──────── Entries provided

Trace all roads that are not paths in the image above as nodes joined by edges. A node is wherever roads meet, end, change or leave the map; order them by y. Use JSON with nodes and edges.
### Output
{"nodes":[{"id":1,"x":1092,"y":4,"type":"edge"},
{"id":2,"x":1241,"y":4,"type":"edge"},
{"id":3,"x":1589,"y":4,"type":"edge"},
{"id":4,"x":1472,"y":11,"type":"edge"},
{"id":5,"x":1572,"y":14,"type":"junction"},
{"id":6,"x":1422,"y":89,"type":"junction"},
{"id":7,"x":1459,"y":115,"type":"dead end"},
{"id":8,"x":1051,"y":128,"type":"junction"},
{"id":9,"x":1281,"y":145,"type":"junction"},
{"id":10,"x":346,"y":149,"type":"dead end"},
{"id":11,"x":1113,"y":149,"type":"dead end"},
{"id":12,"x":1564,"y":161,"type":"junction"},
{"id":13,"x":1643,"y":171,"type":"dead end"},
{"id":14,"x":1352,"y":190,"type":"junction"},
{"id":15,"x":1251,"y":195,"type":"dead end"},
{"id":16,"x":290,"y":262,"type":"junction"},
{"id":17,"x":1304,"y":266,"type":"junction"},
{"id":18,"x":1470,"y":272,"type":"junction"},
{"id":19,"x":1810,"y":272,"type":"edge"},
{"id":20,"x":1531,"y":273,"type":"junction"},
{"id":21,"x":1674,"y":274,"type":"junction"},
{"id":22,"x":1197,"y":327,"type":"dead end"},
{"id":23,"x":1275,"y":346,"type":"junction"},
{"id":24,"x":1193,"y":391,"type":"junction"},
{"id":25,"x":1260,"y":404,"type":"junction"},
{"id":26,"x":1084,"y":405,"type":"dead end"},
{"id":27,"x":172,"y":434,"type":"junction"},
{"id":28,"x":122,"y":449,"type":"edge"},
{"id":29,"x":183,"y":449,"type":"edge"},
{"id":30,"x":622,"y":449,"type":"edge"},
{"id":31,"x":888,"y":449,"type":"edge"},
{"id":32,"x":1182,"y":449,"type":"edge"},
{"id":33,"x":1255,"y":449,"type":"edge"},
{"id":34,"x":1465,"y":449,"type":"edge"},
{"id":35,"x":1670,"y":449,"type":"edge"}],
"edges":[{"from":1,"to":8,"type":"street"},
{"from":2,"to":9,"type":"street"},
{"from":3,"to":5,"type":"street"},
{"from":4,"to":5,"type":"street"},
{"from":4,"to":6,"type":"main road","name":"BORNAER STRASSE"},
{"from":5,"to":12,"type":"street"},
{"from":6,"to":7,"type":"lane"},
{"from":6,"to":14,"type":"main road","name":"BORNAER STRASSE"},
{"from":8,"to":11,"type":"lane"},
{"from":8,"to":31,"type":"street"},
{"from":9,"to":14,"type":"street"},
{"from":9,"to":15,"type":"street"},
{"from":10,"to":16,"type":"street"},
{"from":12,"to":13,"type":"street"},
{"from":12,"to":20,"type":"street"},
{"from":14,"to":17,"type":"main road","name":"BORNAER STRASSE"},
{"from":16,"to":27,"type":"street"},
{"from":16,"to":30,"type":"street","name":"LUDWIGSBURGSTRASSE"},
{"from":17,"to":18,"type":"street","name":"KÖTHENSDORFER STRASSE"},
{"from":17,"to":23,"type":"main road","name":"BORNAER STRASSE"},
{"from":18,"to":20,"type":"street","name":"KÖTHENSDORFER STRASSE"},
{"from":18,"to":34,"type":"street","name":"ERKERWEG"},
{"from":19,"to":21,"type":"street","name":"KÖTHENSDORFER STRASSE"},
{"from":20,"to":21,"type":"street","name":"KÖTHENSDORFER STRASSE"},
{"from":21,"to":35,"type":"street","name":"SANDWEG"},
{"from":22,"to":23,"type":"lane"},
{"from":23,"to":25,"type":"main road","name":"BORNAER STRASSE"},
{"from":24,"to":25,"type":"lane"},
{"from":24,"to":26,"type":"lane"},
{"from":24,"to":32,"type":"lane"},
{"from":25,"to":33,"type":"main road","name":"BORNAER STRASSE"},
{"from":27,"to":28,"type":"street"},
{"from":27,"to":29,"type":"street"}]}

────────────────

What the task requires: Please give the count of lines above with "KÖTHENSDORFER", nothing else.

Exercise answer: 4